From the 1970s, the "golden age" faded. When neo-liberal rules were observed – insofar as they've been observed, economic performance deteriorated and social-democratic programs have been substantially weakened. We see that right here. The United States partially accepted these rules. And for the past 30 years real wages for the majority of the population have stagnated; up till then, they essentially tracked growth. Work hours have increased – now well beyond Europe. Benefits, which have always lagged, have declined. Social indicators – kind of general measure of the health of a society – they also tracked growth, until the mid-1970s when they began to decline, reaching the 1960-level by the end of the millennium. Well, there has been economic growth; but it's finding its way into very few pockets, increasingly into the financial industries, which have grown enormously, while productive industry has significantly declined. And we're seeing it right now. And with the decline of productive industry of course that means decline in living standards – in fact, even opportunities to survive – for much of the work force. The economy has also been punctuated by bubbles, or financial crises, and public bailouts. So the huge bailout of Citigroup right now is nothing new; something quite similar happened in the early '80s to its predecessor Citibank, thanks to the US taxpayer.

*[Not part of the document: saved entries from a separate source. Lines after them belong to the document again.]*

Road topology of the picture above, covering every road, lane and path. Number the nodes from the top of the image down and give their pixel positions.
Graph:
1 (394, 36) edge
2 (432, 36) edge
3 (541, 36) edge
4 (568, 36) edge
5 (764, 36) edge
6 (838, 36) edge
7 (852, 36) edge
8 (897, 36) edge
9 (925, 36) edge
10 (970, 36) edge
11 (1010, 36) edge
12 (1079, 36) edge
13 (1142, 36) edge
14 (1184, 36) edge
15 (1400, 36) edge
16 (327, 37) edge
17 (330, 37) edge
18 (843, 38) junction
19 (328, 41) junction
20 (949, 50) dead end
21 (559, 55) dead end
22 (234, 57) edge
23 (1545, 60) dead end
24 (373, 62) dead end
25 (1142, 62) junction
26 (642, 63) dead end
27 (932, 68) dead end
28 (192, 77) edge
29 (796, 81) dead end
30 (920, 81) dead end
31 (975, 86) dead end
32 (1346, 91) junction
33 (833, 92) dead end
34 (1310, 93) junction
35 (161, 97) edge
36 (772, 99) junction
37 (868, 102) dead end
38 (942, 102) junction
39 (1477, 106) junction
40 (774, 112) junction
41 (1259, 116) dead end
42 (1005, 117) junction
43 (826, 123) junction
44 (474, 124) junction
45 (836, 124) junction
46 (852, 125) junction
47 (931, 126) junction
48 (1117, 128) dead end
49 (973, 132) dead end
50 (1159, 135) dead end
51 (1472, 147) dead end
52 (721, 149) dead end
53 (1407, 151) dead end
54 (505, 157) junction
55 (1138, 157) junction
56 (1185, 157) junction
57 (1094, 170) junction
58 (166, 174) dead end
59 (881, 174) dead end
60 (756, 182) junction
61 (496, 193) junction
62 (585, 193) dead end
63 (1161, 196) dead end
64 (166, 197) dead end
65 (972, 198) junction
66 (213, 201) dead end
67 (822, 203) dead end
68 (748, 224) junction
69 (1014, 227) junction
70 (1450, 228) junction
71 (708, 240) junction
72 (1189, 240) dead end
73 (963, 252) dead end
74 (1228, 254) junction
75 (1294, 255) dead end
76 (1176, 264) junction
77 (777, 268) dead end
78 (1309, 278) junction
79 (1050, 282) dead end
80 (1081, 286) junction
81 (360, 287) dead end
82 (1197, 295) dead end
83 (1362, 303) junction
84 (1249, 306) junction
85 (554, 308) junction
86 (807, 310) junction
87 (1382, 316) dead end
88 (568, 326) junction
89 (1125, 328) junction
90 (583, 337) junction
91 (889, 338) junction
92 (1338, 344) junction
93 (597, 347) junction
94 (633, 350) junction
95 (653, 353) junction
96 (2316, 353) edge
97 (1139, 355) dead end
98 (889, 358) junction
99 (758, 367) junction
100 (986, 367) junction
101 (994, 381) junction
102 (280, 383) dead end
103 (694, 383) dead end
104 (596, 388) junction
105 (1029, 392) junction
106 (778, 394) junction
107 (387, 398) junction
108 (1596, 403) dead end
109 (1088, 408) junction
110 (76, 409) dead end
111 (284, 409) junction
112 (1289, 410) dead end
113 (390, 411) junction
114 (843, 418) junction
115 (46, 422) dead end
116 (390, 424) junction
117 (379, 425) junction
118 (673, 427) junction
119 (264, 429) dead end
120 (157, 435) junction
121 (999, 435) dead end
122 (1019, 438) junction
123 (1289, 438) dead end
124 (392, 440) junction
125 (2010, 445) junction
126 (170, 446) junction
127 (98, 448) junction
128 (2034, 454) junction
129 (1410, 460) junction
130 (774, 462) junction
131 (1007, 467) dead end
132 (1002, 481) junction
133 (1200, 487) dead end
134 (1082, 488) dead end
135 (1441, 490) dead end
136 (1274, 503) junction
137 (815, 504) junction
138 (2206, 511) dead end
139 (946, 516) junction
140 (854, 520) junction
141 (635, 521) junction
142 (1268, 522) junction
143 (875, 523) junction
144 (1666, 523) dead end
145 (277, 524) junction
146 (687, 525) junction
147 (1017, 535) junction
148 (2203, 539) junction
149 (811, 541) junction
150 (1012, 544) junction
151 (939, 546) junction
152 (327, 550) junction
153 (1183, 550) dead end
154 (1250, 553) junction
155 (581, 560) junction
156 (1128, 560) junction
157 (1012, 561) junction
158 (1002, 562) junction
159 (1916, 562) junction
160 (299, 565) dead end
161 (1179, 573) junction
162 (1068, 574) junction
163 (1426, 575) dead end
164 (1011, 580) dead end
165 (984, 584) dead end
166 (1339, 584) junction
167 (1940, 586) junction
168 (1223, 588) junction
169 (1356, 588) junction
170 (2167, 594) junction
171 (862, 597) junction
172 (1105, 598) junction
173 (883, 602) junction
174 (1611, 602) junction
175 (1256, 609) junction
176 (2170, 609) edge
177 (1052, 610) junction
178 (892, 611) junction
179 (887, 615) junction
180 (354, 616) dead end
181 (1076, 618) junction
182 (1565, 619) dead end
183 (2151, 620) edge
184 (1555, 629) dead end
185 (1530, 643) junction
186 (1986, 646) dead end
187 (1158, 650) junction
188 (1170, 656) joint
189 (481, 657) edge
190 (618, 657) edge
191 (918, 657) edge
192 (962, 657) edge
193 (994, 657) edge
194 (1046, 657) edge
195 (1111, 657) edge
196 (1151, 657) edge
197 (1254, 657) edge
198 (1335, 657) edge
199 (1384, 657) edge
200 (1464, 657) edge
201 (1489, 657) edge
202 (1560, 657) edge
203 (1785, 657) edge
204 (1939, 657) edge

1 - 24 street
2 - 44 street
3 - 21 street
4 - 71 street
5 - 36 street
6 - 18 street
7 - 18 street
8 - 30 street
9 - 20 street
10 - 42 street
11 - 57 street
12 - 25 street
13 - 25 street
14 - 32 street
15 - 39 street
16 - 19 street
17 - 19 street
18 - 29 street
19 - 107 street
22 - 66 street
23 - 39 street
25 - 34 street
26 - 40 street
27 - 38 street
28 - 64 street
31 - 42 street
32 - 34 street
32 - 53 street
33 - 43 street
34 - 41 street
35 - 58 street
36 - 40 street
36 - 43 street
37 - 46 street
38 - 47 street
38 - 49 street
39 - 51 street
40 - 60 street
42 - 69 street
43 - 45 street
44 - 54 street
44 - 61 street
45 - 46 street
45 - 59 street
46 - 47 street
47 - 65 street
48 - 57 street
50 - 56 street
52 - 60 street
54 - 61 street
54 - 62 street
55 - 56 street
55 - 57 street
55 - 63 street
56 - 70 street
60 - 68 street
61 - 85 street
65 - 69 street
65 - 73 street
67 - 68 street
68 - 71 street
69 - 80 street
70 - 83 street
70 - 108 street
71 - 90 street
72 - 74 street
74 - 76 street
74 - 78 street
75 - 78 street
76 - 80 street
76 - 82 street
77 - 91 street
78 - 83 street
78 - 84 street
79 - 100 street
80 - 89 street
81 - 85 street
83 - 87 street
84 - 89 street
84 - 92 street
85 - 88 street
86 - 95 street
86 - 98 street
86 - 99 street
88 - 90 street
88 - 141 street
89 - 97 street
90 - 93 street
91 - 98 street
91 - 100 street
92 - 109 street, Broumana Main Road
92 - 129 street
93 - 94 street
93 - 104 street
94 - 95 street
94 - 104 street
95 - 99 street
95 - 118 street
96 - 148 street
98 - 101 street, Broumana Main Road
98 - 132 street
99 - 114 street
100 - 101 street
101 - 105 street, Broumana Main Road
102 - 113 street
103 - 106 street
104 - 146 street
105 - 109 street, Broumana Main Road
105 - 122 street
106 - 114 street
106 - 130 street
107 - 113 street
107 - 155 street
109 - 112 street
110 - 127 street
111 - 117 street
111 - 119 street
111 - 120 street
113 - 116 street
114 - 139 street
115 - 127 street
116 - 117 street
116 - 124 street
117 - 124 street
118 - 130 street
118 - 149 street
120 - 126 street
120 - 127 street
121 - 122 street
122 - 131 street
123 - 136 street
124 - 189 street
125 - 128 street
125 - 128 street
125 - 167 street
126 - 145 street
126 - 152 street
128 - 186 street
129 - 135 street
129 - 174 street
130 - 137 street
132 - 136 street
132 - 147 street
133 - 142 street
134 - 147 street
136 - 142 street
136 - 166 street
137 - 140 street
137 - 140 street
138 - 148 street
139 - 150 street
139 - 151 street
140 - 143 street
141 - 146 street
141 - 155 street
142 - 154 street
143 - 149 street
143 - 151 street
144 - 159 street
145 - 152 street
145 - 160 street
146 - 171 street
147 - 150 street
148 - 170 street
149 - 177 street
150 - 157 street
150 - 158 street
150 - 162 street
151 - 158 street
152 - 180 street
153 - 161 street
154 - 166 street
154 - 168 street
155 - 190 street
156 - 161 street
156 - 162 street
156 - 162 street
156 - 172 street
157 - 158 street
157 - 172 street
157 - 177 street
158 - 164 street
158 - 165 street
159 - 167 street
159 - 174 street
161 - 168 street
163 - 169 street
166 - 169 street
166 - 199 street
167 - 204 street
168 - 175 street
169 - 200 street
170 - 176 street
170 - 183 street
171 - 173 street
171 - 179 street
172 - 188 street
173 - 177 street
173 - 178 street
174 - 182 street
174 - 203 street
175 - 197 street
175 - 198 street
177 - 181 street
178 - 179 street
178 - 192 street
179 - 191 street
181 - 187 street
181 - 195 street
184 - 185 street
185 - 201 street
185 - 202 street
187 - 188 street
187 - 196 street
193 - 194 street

These results were described, all through this period, and explained by a few really outstanding international economists (David Felix is one). But the mythology about "efficient markets" and "rational choice" prevailed. And that's not at all surprising. These myths were highly beneficial to very narrow sectors of privilege and power – what Adam Smith called "the principle architects" of policy. That's another very severe institutional and cultural crisis which persists.

Actually, the phrase "golden age of capitalism" is a little misleading. It might more accurately be called "state capitalism". It's worth bearing in mind that the dynamic state sector was and remains a primary factor in development and innovation, through a variety of measures: research and development, procurement – government procurement, public subsidy, regular bailouts, and other means. It's particularly true in the United States. It was done here under a Pentagon cover, as long as the cutting edge of high-tech industry –advanced economy – was electronics-based. For that, the Pentagon served as a good cover. (In recent years, if you look at government spending, it's shifting more towards the health-oriented institutions of the government. That's a reflection of the fact that the cutting edge of the economy is becoming more biology-based.) That includes computers, the internet, satellites, most of the rest of the IT revolution that finally exploded in the late '90s in a tech-bubble, but also much else: civilian aircraft, advanced machine tools, pharmaceuticals, biotechnology, and a lot more. The crucial role of the state in economic development should be kept in mind, when we read these days dire warnings about government intervention in the financial system, after private management has once again driven it to ruins, this time an unusually severe crisis and one that harms the rich not just the poor, so it merits special concern. It's also worth recalling that large-scale state intervention in the economy is nothing new. On the contrary, it's always been a central factor in economic development. (It's a matter I wish I had time – There's no time to review it here, but the history, which I'll skip, is quite instructive.) These state-guided modes of economic development require considerable deceit in a society where the public can't be controlled by force. So people can't be told that the advanced economy relies heavily on the principle that the population pays the costs and takes the risks and that the profit is eventually privatized. And the eventual can be a long time, sometimes decades, as in the case of computers and the internet, for example.